Purpose: Supervised exercise is recommended for patients with peripheral artery disease (PAD) and patients with coronary artery disease (CAD). Both conditions share common etiology as atherosclerotic diseases. The clinical profile, cardiorespiratory fitness, and exercise prescriptions of PAD, CAD, and patients with concomitant PAD and CAD (BOTH) have yet to be compared upon entry into cardiac rehabilitation (CR).

 

Methods: Cardiopulmonary, demographic, and anthropometric assessments were conducted at entry to CR between January 2006 and December 2017.

 

Results: Among 9701 consecutively enrolled patients, there were 94.6% with CAD (n = 9179), 1.5% with PAD (n = 143), and 3.9% with BOTH (n = 379).

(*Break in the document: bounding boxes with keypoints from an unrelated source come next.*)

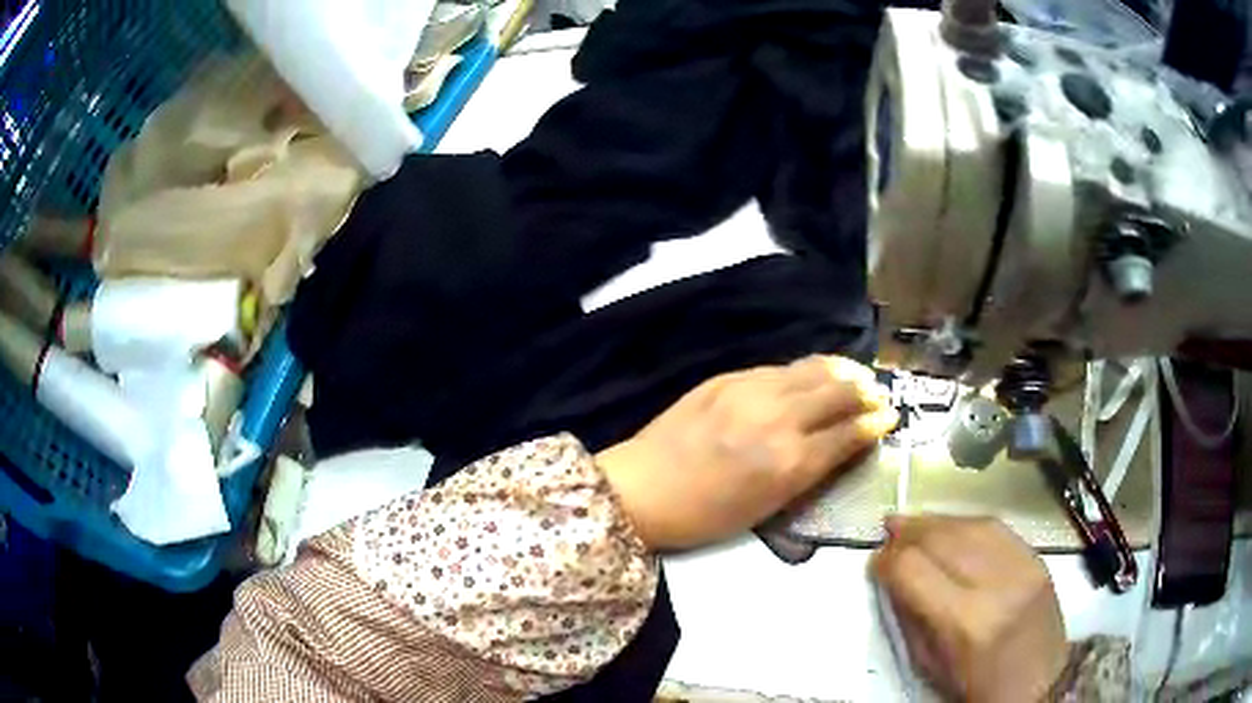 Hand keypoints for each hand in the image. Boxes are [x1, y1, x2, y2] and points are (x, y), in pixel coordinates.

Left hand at [598, 355, 896, 550]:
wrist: (641, 489)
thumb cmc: (705, 515)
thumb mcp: (767, 507)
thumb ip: (808, 472)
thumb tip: (840, 445)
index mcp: (790, 462)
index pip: (848, 433)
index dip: (874, 424)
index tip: (890, 417)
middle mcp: (779, 418)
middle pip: (837, 392)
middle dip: (864, 392)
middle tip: (877, 394)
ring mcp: (751, 391)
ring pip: (811, 370)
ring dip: (840, 372)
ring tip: (855, 375)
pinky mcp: (727, 378)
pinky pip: (779, 367)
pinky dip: (805, 369)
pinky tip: (812, 372)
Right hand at [871, 515, 1068, 702]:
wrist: (1039, 683)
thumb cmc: (976, 686)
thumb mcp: (931, 665)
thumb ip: (911, 617)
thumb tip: (891, 575)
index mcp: (964, 622)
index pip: (915, 570)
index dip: (888, 561)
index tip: (875, 562)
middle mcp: (996, 584)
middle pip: (944, 538)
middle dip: (910, 531)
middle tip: (889, 529)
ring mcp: (1023, 566)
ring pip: (971, 525)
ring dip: (938, 521)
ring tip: (915, 523)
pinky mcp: (1038, 558)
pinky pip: (998, 528)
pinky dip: (968, 524)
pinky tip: (952, 527) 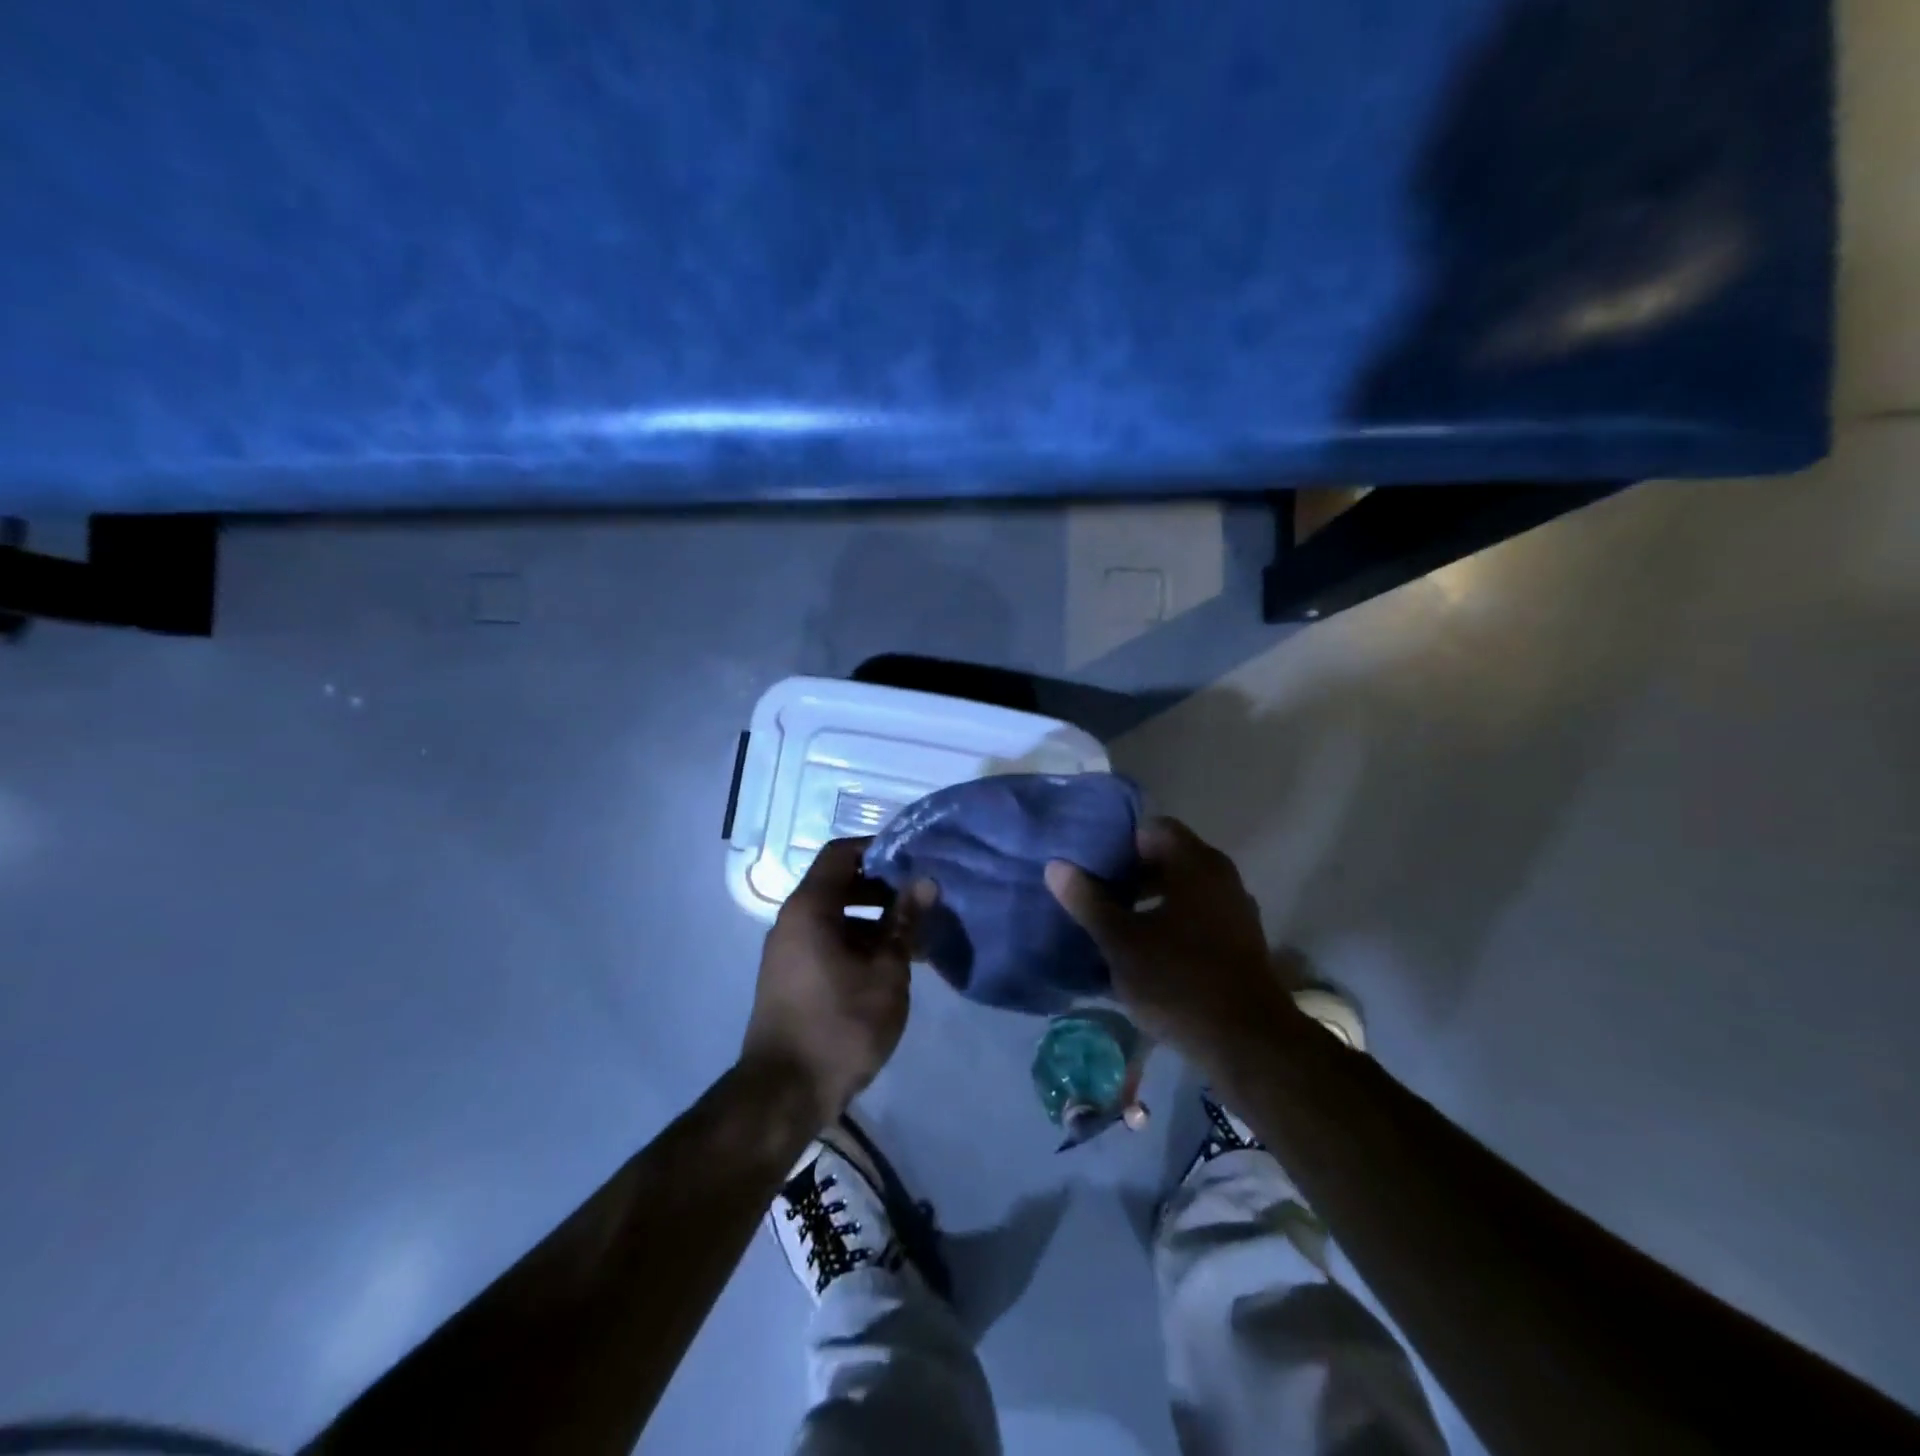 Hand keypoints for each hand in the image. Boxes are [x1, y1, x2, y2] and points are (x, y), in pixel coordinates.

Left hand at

Only 5.4% (n = 522) of all patients entering CR had a diagnosis of PAD. Compared with CAD, patients with PAD and BOTH were older (mean +/- SD = 62.5 +/- 11.1 vs 67.9 +/- 11.4 and 69.2 +/- 9.8 yr, P < .01), had higher resting systolic blood pressure (124 +/- 17 vs 130 +/- 17 and 133 +/- 18 mm Hg, P < .01), had lower cardiorespiratory fitness (19.7 +/- 6.3 vs 15.6 +/- 4.8 and 15 +/- 4.5 mL/kg/min, P < .01), and were more likely to have diabetes (25% vs 35% and 41%, P < .01), abdominal obesity (39% vs 54% and 51%, P < .01), and initially prescribed lower-intensity exercise (84.4 +/- 14.1 vs 74.1 +/- 15.7 and 70.0 +/- 14.6 m/min exercise pace, P < .01), reflecting the complex nature of patients diagnosed with PAD.

 

Conclusions: Patients referred with PAD have a cardiovascular risk profile that places them at a greater risk for a repeat or first cardiac event compared with patients with CAD. Referral to structured exercise and risk factor modification programs should be considered to aid in the management of PAD.